In mice with established colon tumors, intratumoral injection of pLNPs nearly eliminated tumors within 30 days. Treated tumors showed higher numbers of killer T cells, fewer immune-suppressive regulatory T cells, and lower levels of PD-1 - a molecular marker of T-cell exhaustion. Tumors that had been immunologically "cold" - invisible to the immune system - were transformed into "hot," inflamed tumors rich in active immune cells.

Immunity that traveled beyond the injection site

Perhaps the most striking finding involved mice bearing tumors on both sides of their bodies. When researchers injected pLNPs into just one tumor, the untreated tumor on the opposite side also regressed. This abscopal effect - immune activity at a distant site triggered by local treatment - suggests the nanoparticle was not merely acting on the treated tumor but retraining the immune system to recognize and attack cancer cells wherever they appeared.

Mice that had completely cleared their tumors also resisted subsequent attempts to regrow the same cancer, indicating the immune system had developed lasting memory against the tumor cells. This happened despite the therapy never directly targeting any tumor-specific molecular marker. The immune system found and remembered the targets on its own.

The toxicity trade-off with systemic delivery

Direct injection into tumors produced strong anti-cancer effects with minimal toxicity. Intravenous delivery told a different story. While IV administration produced moderate tumor suppression, it also elevated circulating inflammatory cytokines and liver stress markers - side effects that have historically plagued IL-12 therapy and limited its clinical development.

This is not a minor caveat. Direct intratumoral injection works well for accessible tumors - a superficial mass that can be reached with a needle under imaging guidance. But many solid tumors are deep within organs, surrounded by critical structures, or distributed across multiple sites. Reaching them requires systemic delivery, and the toxicity observed with IV administration represents a significant hurdle.

The team is actively working on solutions. One approach involves attaching tumor-targeting antibodies to the nanoparticle surface to improve delivery specificity and reduce liver accumulation. Another involves engineering new chemical linkers that respond to specific features of the tumor microenvironment - acidity, enzymes, or oxidative stress - to ensure the drug is released only at the intended site.

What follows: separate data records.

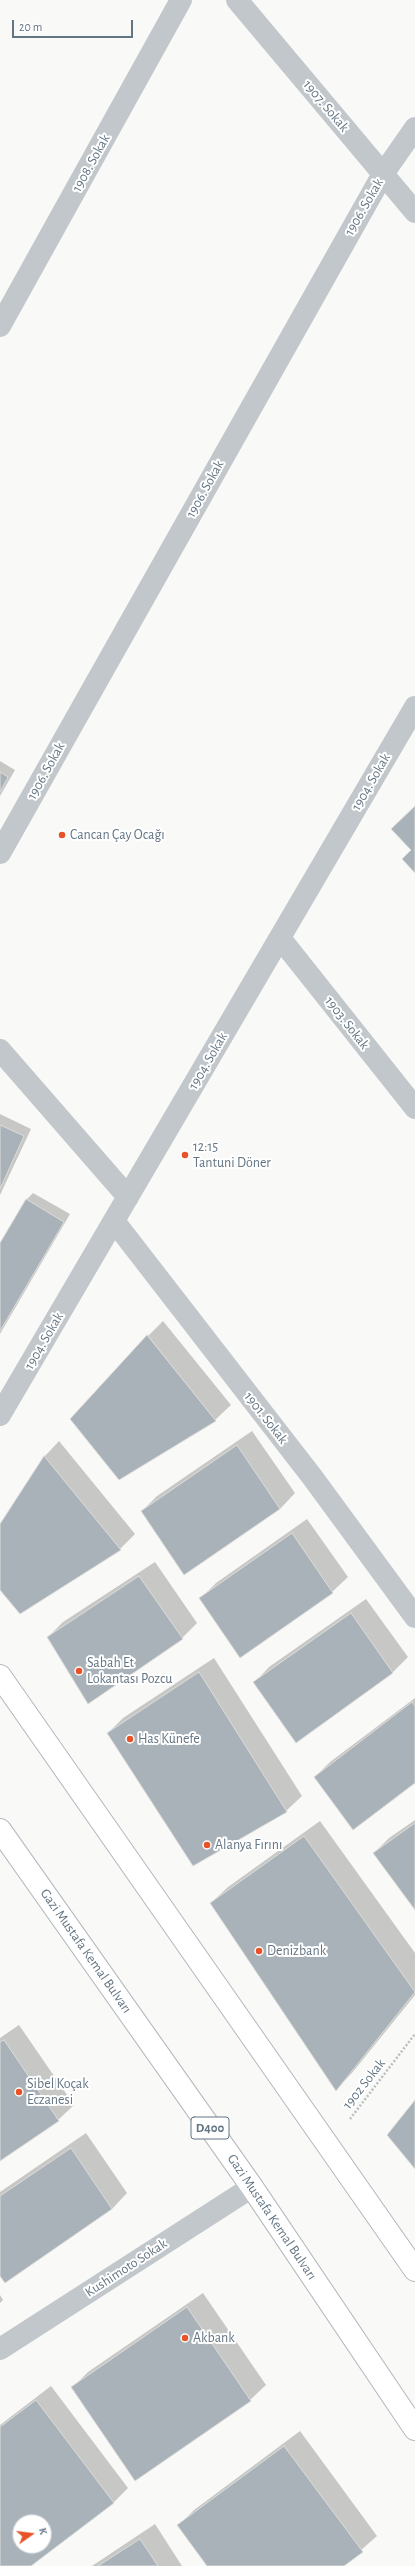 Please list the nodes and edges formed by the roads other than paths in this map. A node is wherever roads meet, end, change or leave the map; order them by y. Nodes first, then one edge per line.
1 (182, 0) edge
2 (238, 0) edge
3 (415, 128) edge
4 (383, 174) junction
5 (415, 212) edge
6 (0, 326) edge
7 (415, 707) edge
8 (0, 853) edge
9 (280, 938) junction
10 (0, 1050) edge
11 (415, 1108) edge
12 (128, 1197) junction
13 (114, 1221) junction
14 (0, 1415) edge
15 (415, 1617) edge
16 (0, 1676) edge
17 (0, 1830) edge
18 (252, 2187) junction
19 (415, 2270) edge
20 (0, 2349) edge
21 (415, 2429) edge

1 - 6 street, 1908. Sokak
2 - 4 street, 1907. Sokak
3 - 4 street, 1906. Sokak
4 - 5 street, 1907. Sokak
4 - 8 street, 1906. Sokak
7 - 9 street, 1904. Sokak
9 - 11 street, 1903. Sokak
9 - 12 street, 1904. Sokak
10 - 12 street
12 - 13 street, 1904. Sokak
13 - 14 street, 1904. Sokak
13 - 15 street, 1901. Sokak
16 - 19 highway
17 - 18 highway, Gazi Mustafa Kemal Bulvarı / D400
18 - 20 street, Kushimoto Sokak
18 - 21 highway, Gazi Mustafa Kemal Bulvarı / D400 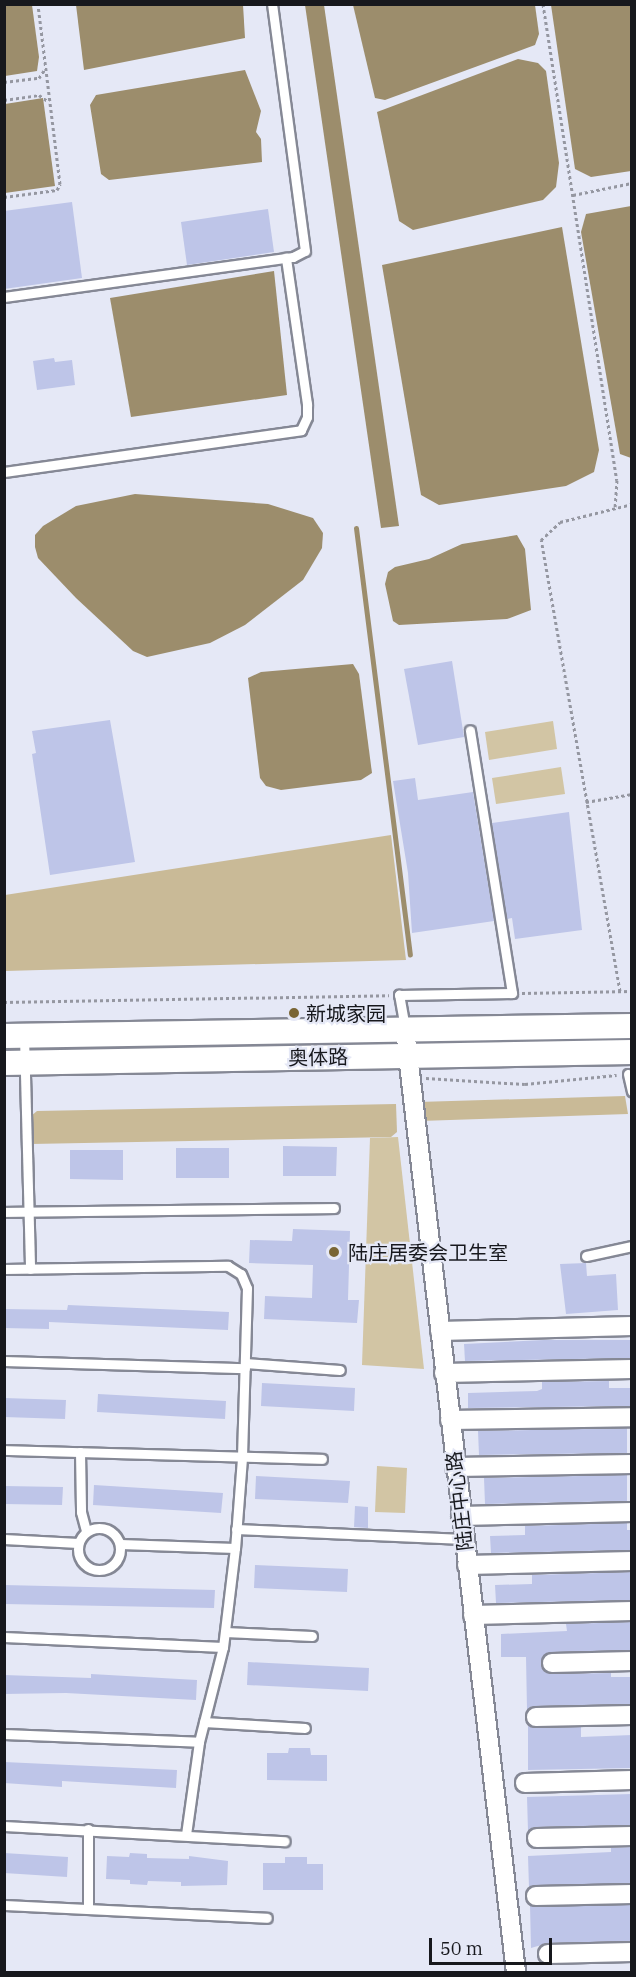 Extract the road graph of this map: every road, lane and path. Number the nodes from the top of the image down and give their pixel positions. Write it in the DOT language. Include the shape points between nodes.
graph roads {
  1 [pos="38,4"];
  2 [pos="272,4"];
  3 [pos="543,4"];
  4 [pos="46,67"];
  5 [pos="4,82"];
  6 [pos="4,100"];
  7 [pos="50,104"];
  8 [pos="632,183"];
  9 [pos="573,195"];
  10 [pos="4,197"];
  11 [pos="286,258"];
  12 [pos="4,297"];
  13 [pos="4,472"];
  14 [pos="632,504"];
  15 [pos="615,507"];
  16 [pos="470,730"];
  17 [pos="632,794"];
  18 [pos="586,802"];
  19 [pos="620,991"];
  20 [pos="632,991"];
  21 [pos="512,993"];
  22 [pos="399,994"];
  23 [pos="4,1002"];
  24 [pos="632,1026"];
  25 [pos="405,1030"];
  26 [pos="14,1036"];
  27 [pos="14,1062"];
  28 [pos="630,1063"];
  29 [pos="409,1067"];
  30 [pos="632,1092"];
  31 [pos="334,1208"];
  32 [pos="4,1212"];
  33 [pos="29,1212"];
  34 [pos="632,1246"];
  35 [pos="586,1256"];
  36 [pos="4,1269"];
  37 [pos="30,1269"];
  38 [pos="632,1326"];
  39 [pos="440,1331"];
  40 [pos="4,1361"];
  41 [pos="245,1365"];
  42 [pos="632,1369"];
  43 [pos="340,1370"];
  44 [pos="444,1373"];
  45 [pos="632,1417"];
  46 [pos="450,1420"];
  47 [pos="4,1450"];
  48 [pos="80,1452"];
  49 [pos="242,1458"];
  50 [pos="322,1459"];
  51 [pos="632,1464"];
  52 [pos="455,1467"];
  53 [pos="632,1512"];
  54 [pos="461,1516"];
  55 [pos="236,1529"];
  56 [pos="86,1531"];
  57 [pos="4,1539"];
  58 [pos="464,1539"];
  59 [pos="78,1543"];
  60 [pos="120,1544"];
  61 [pos="235,1548"];
  62 [pos="632,1561"];
  63 [pos="467,1565"];
  64 [pos="632,1611"];
  65 [pos="473,1615"];
  66 [pos="225,1632"];
  67 [pos="312,1636"];
  68 [pos="4,1637"];
  69 [pos="223,1647"];
  70 [pos="632,1661"];
  71 [pos="552,1663"];
  72 [pos="632,1715"];
  73 [pos="536,1717"];
  74 [pos="204,1722"];
  75 [pos="305,1728"];
  76 [pos="4,1734"];
  77 [pos="199,1742"];
  78 [pos="632,1780"];
  79 [pos="525,1783"];
  80 [pos="4,1826"];
  81 [pos="88,1829"];
  82 [pos="186,1834"];
  83 [pos="632,1836"];
  84 [pos="537,1838"];
  85 [pos="285,1841"];
  86 [pos="632,1894"];
  87 [pos="536,1896"];
  88 [pos="4,1905"];
  89 [pos="88,1908"];
  90 [pos="267,1918"];
  91 [pos="632,1952"];
  92 [pos="548,1953"];
  93 [pos="516,1972"];
  1 -- 4 [label="path"];
  2 -- 11 [label="lane" via="305,251"];
  3 -- 9 [label="path"];
  4 -- 5 [label="path" via="39,78"];
  4 -- 7 [label="path"];
  6 -- 7 [label="path" via="39,95"];
  7 -- 10 [label="path" via="60,184 57,190"];
  8 -- 9 [label="path"];
  9 -- 15 [label="path" via="617,480"];
  11 -- 12 [label="lane"];
  11 -- 13 [label="lane" via="307,404 308,417 301,430"];
  14 -- 15 [label="path"];
  15 -- 18 [label="path" via="560,522 541,540"];
  16 -- 21 [label="lane"];
  17 -- 18 [label="path"];
  18 -- 19 [label="path"];
  19 -- 20 [label="path"];
  19 -- 21 [label="path"];
  21 -- 22 [label="lane"];
  22 -- 23 [label="path"];
  22 -- 25 [label="lane"];
  24 -- 25 [label="main road, 奥体路"];
  25 -- 26 [label="main road, 奥体路"];
  25 -- 29 [label="street, 陆庄中心路"];
  26 -- 27 [label="lane"];
  27 -- 29 [label="main road, 奥体路"];
  27 -- 33 [label="lane"];
  28 -- 29 [label="main road, 奥体路"];
  28 -- 29 [label="path" via="525,1084"];
  28 -- 30 [label="lane"];
  29 -- 39 [label="street, 陆庄中心路"];
  31 -- 33 [label="lane"];
  32 -- 33 [label="lane"];
  33 -- 37 [label="lane"];
  34 -- 35 [label="lane"];
  36 -- 37 [label="lane"];
  37 -- 41 [label="lane" via="228,1266 241,1274 247,1288"];
  38 -- 39 [label="street"];
  39 -- 44 [label="street, 陆庄中心路"];
  40 -- 41 [label="lane"];
  41 -- 43 [label="lane"];
  41 -- 49 [label="lane"];
  42 -- 44 [label="street"];
  44 -- 46 [label="street, 陆庄中心路"];
  45 -- 46 [label="street"];
  46 -- 52 [label="street, 陆庄中心路"];
  47 -- 48 [label="lane"];
  48 -- 49 [label="lane"];
  48 -- 56 [label="lane" via="81,1512"];
  49 -- 50 [label="lane"];
  49 -- 55 [label="lane"];
  51 -- 52 [label="street"];
  52 -- 54 [label="street, 陆庄中心路"];
  53 -- 54 [label="street"];
  54 -- 58 [label="street, 陆庄中心路"];
  55 -- 58 [label="lane"];
  55 -- 61 [label="lane"];
  56 -- 59 [label="lane"];
  56 -- 60 [label="lane" via="106,1529"];
  57 -- 59 [label="lane"];
  58 -- 63 [label="street, 陆庄中心路"];
  59 -- 60 [label="lane" via="83,1563 102,1570 115,1564"];
  60 -- 61 [label="lane"];
  61 -- 66 [label="lane"];
  62 -- 63 [label="street"];
  63 -- 65 [label="street, 陆庄中心路"];
  64 -- 65 [label="street"];
  65 -- 93 [label="street, 陆庄中心路"];
  66 -- 67 [label="lane"];
  66 -- 69 [label="lane"];
  68 -- 69 [label="lane"];
  69 -- 74 [label="lane"];
  70 -- 71 [label="street"];
  72 -- 73 [label="street"];
  74 -- 75 [label="lane"];
  74 -- 77 [label="lane"];
  76 -- 77 [label="lane"];
  77 -- 82 [label="lane"];
  78 -- 79 [label="street"];
  80 -- 81 [label="lane"];
  81 -- 82 [label="lane"];
  81 -- 89 [label="lane"];
  82 -- 85 [label="lane"];
  83 -- 84 [label="street"];
  86 -- 87 [label="street"];
  88 -- 89 [label="lane"];
  89 -- 90 [label="lane"];
  91 -- 92 [label="street"];
}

Preclinical results, clinical distance

The pLNP has not been tested in humans, and the gap between eliminating tumors in mice and treating cancer in patients is famously wide. Mouse immune systems differ from human immune systems in important ways, and tumor models in mice - often involving a single cell line injected under the skin - do not capture the heterogeneity, immune evasion mechanisms, and genetic complexity of human cancers.

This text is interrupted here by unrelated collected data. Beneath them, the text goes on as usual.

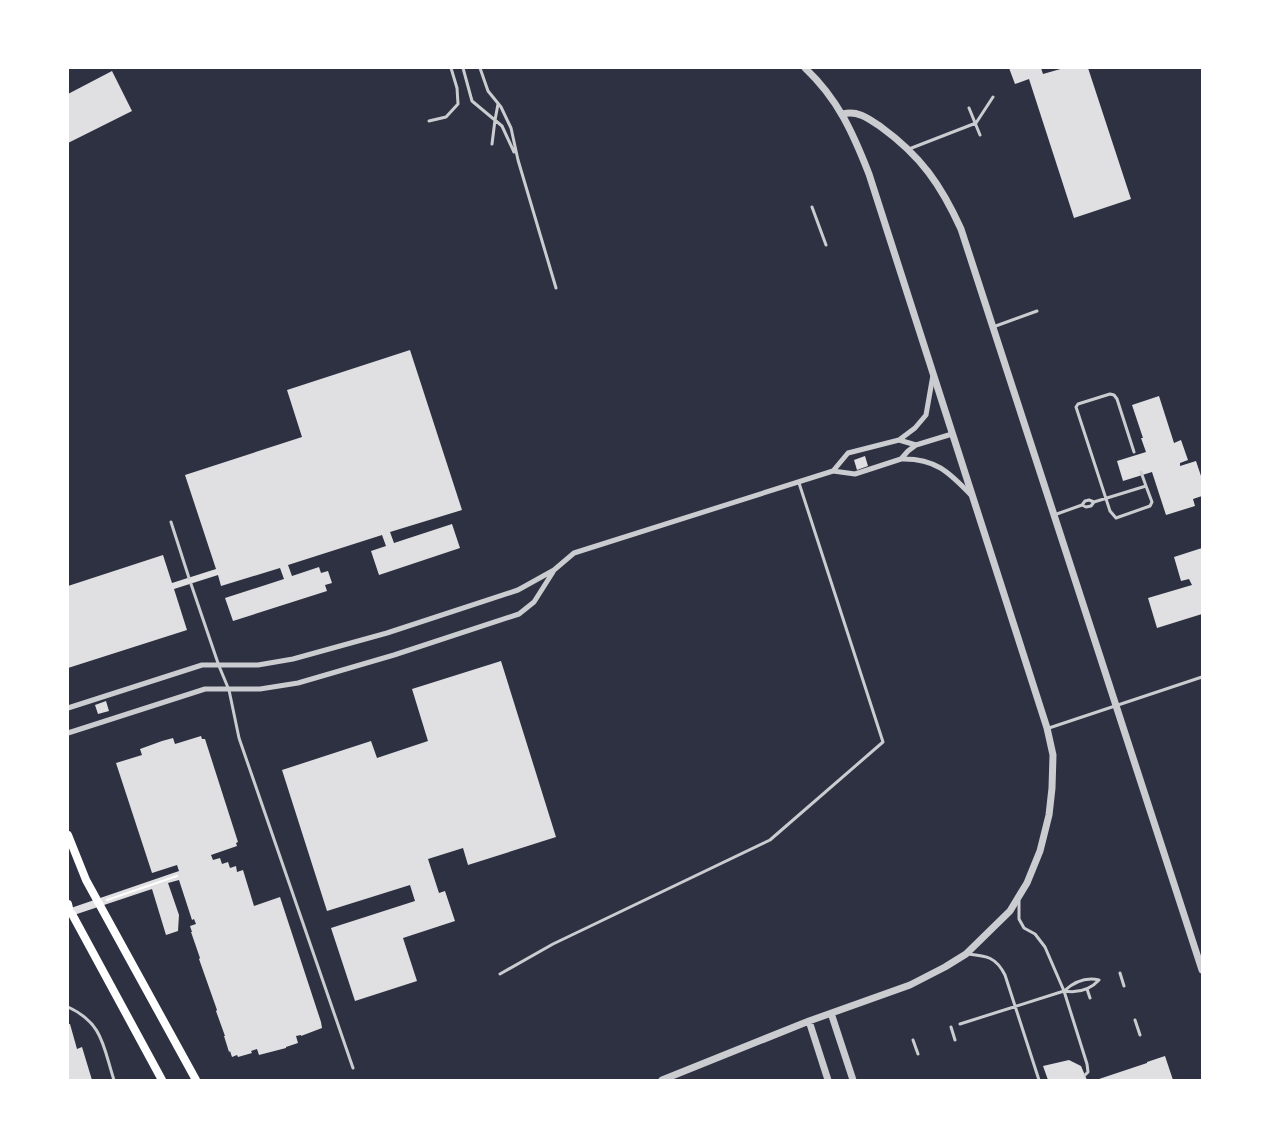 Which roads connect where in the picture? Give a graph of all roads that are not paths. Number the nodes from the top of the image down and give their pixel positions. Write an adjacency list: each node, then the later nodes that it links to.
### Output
1 (451, 68): 10 (lane)
2 (463, 68): 9 (lane)
3 (480, 68): 6 (lane)
4 (805, 68): 8 (street)
5 (993, 97): 11 (lane)
6 (498, 104): 9 (lane); 15 (lane)
7 (969, 108): 11 (lane)
8 (843, 114): 14 (street); 21 (street)
9 (495, 120): 13 (lane); 15 (lane)
10 (429, 121)
11 (976, 123): 12 (lane); 14 (lane)
12 (981, 135)
13 (492, 144)
14 (909, 149): 20 (street)
15 (518, 159): 18 (lane)
16 (812, 207): 17 (lane)
17 (826, 245)
18 (556, 288)
19 (1037, 311): 20 (lane)
20 (993, 327): 33 (street)
21 (933, 374): 22 (street); 23 (street)
22 (952, 434): 24 (street); 31 (street)
23 (899, 440): 24 (street); 27 (street)
24 (916, 445): 26 (street)
25 (1134, 452): 32 (lane)
26 (901, 459): 27 (street); 31 (street)
27 (833, 471): 29 (street)
28 (1141, 472): 30 (lane)
29 (798, 482): 35 (street); 51 (lane)
30 (1146, 486): 32 (lane); 32 (lane)
31 (972, 495): 43 (street)
32 (1106, 498): 33 (lane)
33 (1054, 515): 41 (street)
34 (171, 522): 36 (lane)
35 (554, 570): 38 (street); 40 (street)
36 (189, 578)
37 (191, 584): 38 (lane)
38 (219, 666): 40 (lane); 42 (street)
39 (1203, 677): 41 (lane)
40 (229, 690): 44 (street); 67 (lane)
41 (1117, 706): 43 (lane); 49 (street)
42 (68, 708)
43 (1047, 728): 46 (street)
44 (68, 733)
45 (68, 836): 71 (main road)
46 (1019, 896): 48 (street); 54 (lane)
47 (70, 908): 70 (main road)
48 (966, 954): 57 (lane); 58 (street)
49 (1203, 970)
50 (1120, 973): 52 (lane)
51 (500, 974)
52 (1124, 986)
53 (1087, 988): 54 (lane); 54 (lane); 55 (lane)
54 (1064, 991): 57 (lane); 68 (lane)
55 (1090, 998)
56 (68, 1007): 69 (lane)
57 (1015, 1007): 61 (lane); 75 (lane)
58 (831, 1013): 60 (street); 74 (street)
59 (1135, 1020): 63 (lane)
60 (809, 1021): 72 (street); 73 (street)
61 (960, 1024)
62 (951, 1028): 65 (lane)
63 (1140, 1035)
64 (914, 1040): 66 (lane)
65 (955, 1040)
66 (918, 1054)
67 (353, 1068)
68 (1085, 1075)
69 (114, 1080)
70 (162, 1080)
71 (196, 1080)
72 (662, 1080)
73 (828, 1080)
74 (853, 1080)
75 (1039, 1080)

The platform's adaptability is one of its strengths. The researchers are exploring additional immune-stimulating mRNAs beyond IL-12 to broaden the range of immune signals the particle can deliver. The modular design means that different drug-lipid conjugates and different mRNA cargoes can be tested in various combinations, potentially tailoring the approach to different cancer types.

Mitchell frames the next steps pragmatically. The platform has shown it can restore immune function inside solid tumors. Refining and expanding it for safe, effective clinical translation is the work ahead.

Source: Shi, Gong, Mitchell et al., University of Pennsylvania School of Engineering and Applied Science. Published March 18, 2026, in Nature Nanotechnology. Supported by Burroughs Wellcome Fund, NSF, and American Cancer Society.